Tiago Fortunato
ProjectsOdysAI Layer

AI Tool Calling

Tool-calling pattern: schema definition, dispatch, error handling

AI Tool Calling

The Odys platform leverages advanced AI tool-calling capabilities to enhance both client interactions and professional insights. This documentation delves into the architecture and implementation of the AI layer, specifically focusing on how Large Language Models (LLMs) are integrated to perform specific actions by calling predefined functions, often referred to as "tools." We'll explore two distinct applications of this pattern: an AI WhatsApp Intake Agent for client scheduling and a Professional AI Chat Assistant for business analytics.

Overview

At its core, the AI tool-calling mechanism in Odys follows a "two-pass" pattern when interacting with the LLM. In the first pass, the LLM analyzes the user's request and determines if any of the available tools are relevant. If a tool is identified, the LLM provides the necessary arguments. In the second pass, the system executes the identified tool(s) and then feeds the results back to the LLM, allowing it to generate a coherent, context-aware response to the user. This separation ensures that the LLM focuses on intent and response generation, while the application handles the actual data retrieval and manipulation.

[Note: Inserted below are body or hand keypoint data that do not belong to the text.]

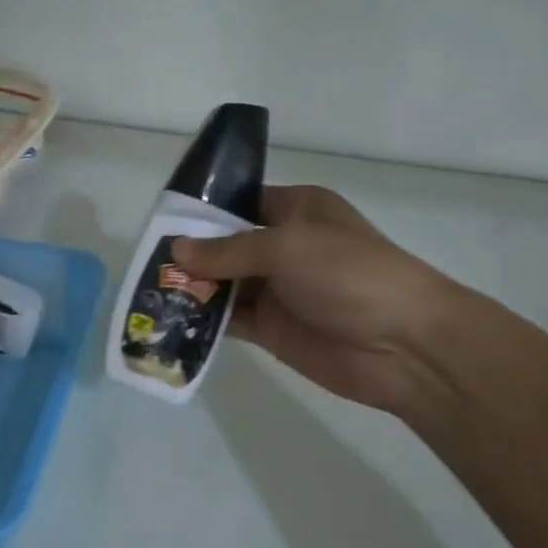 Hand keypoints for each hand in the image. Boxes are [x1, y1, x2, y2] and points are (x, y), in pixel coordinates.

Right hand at [171, 186, 468, 418]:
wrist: (404, 346)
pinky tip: (169, 319)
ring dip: (191, 287)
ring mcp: (277, 289)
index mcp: (296, 210)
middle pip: (224, 244)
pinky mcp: (272, 328)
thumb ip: (228, 250)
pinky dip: (203, 319)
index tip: (159, 220)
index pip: (239, 201)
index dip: (201, 210)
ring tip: (147, 290)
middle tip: (143, 260)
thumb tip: (175, 250)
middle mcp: (283, 246)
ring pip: (223, 283)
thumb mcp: (286, 248)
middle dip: (188, 253)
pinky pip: (229, 319)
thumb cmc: (350, 274) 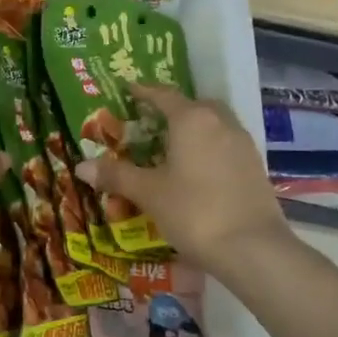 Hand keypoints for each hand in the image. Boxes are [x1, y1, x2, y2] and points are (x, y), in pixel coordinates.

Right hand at [75, 83, 292, 267]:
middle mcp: (220, 122)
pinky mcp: (255, 166)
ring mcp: (242, 143)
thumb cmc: (194, 211)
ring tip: (173, 146)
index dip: (144, 91)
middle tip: (151, 121)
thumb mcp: (149, 193)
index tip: (128, 89)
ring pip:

Both AI implementations utilize the Groq SDK, specifically interacting with the llama-3.3-70b-versatile model, chosen for its capabilities in understanding and generating human-like text and its support for tool-calling. The system interacts with a Drizzle ORM-backed PostgreSQL database, which includes 10 tables such as professionals, appointments, clients, availability, and notifications, to manage all relevant business data.

The two primary files demonstrating this pattern are:

  • src/lib/ai-intake.ts: This module powers the AI WhatsApp Intake Agent, designed to automate client scheduling and information retrieval.
  • src/app/api/ai/chat/route.ts: This API route provides the Professional AI Chat Assistant, offering business analytics and insights to professionals.

AI WhatsApp Intake Agent (src/lib/ai-intake.ts)

The ai-intake.ts module is responsible for processing incoming WhatsApp messages from clients. Its main goal is to facilitate appointment booking and provide information about the professional's availability.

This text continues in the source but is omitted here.